In configuration 2, there is kinetic energy in the ball, and almost zero kinetic energy in the Earth (because it barely moves). In order to satisfy energy conservation, this kinetic energy is converted from the potential energy. So:

$$E_{sy{s}_f}=K_{ball}+K_{earth}+U_{gra{v}_f}$$

Recall that the change in energy, $\Delta E=0$. So the final and initial energy of the system must be the same:

$$E_{sy{s}_i}=E_{sy{s}_f}$$

$$U_{gra{v}_i}+K_i=K_{ball}+K_{earth}+U_{gra{v}_f}$$

Finally, with some rearranging:

$$U_{gra{v}_i}-U_{gra{v}_f}=K_f-K_i$$

$$-\Delta U=\Delta K$$

And:

$$\Delta K+\Delta U=0=\Delta E$$

In terms of Forces and Work Done §

In configuration 1 and 2, there exists a constant gravitational force on the ball by the Earth, and also an equal but opposite force on the Earth by the ball.

When the ball falls, positive work is done on it, as the force of gravity is in the same direction as that of the displacement, and $W=\vec{F}\cdot \vec{x}$. As such, $W>0$.

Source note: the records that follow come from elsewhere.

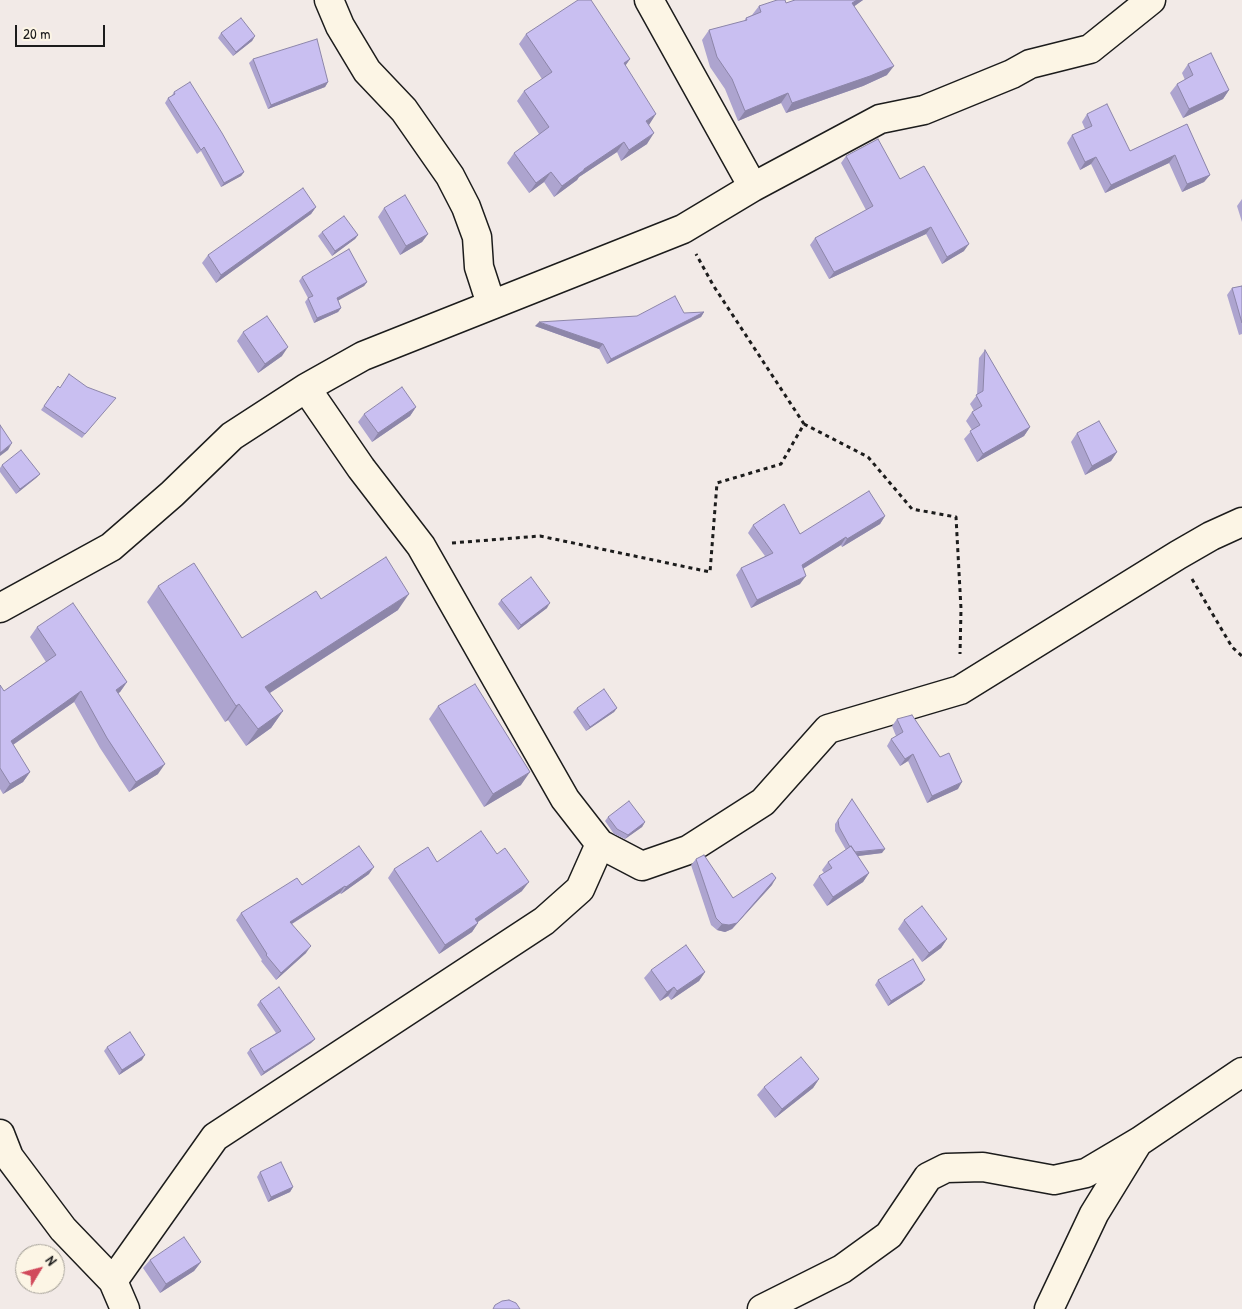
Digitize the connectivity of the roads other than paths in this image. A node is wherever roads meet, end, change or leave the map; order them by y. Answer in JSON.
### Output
{"nodes":[{"id":1,"x":329,"y":0,"type":"edge"},
{"id":2,"x":649,"y":0,"type":"edge"},
{"id":3,"x":1151,"y":0,"type":"edge"},
{"id":4,"x":753,"y":187,"type":"junction"},
{"id":5,"x":491,"y":304,"type":"junction"},
{"id":6,"x":306,"y":388,"type":"junction"},
{"id":7,"x":1242,"y":522,"type":"edge"},
{"id":8,"x":0,"y":608,"type":"edge"},
{"id":9,"x":600,"y":844,"type":"junction"},
{"id":10,"x":1242,"y":1072,"type":"edge"},
{"id":11,"x":0,"y":1134,"type":"edge"},
{"id":12,"x":1140,"y":1140,"type":"junction"},
{"id":13,"x":113,"y":1281,"type":"junction"},
{"id":14,"x":125,"y":1309,"type":"edge"},
{"id":15,"x":762,"y":1309,"type":"edge"},
{"id":16,"x":1049,"y":1309,"type":"edge"}],
"edges":[{"from":1,"to":5,"type":"street"},
{"from":2,"to":4,"type":"street"},
{"from":3,"to":4,"type":"street"},
{"from":4,"to":5,"type":"street"},
{"from":5,"to":6,"type":"street"},
{"from":6,"to":8,"type":"street"},
{"from":6,"to":9,"type":"street"},
{"from":7,"to":9,"type":"street"},
{"from":9,"to":13,"type":"street"},
{"from":10,"to":12,"type":"street"},
{"from":11,"to":13,"type":"street"},
{"from":12,"to":15,"type":"street"},
{"from":12,"to":16,"type":"street"},
{"from":13,"to":14,"type":"street"}]}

Through the Work-Energy Theorem, positive work implies a positive change in Kinetic energy:

$$W=\Delta K$$

However, because this work done was a result of a conservative force, it also results in the negative change in Potential Energy:

$$W=-\Delta U$$

Which means work is done within the system while still obeying the laws of conservation, since the increase in kinetic energy directly corresponds with a decrease in potential energy.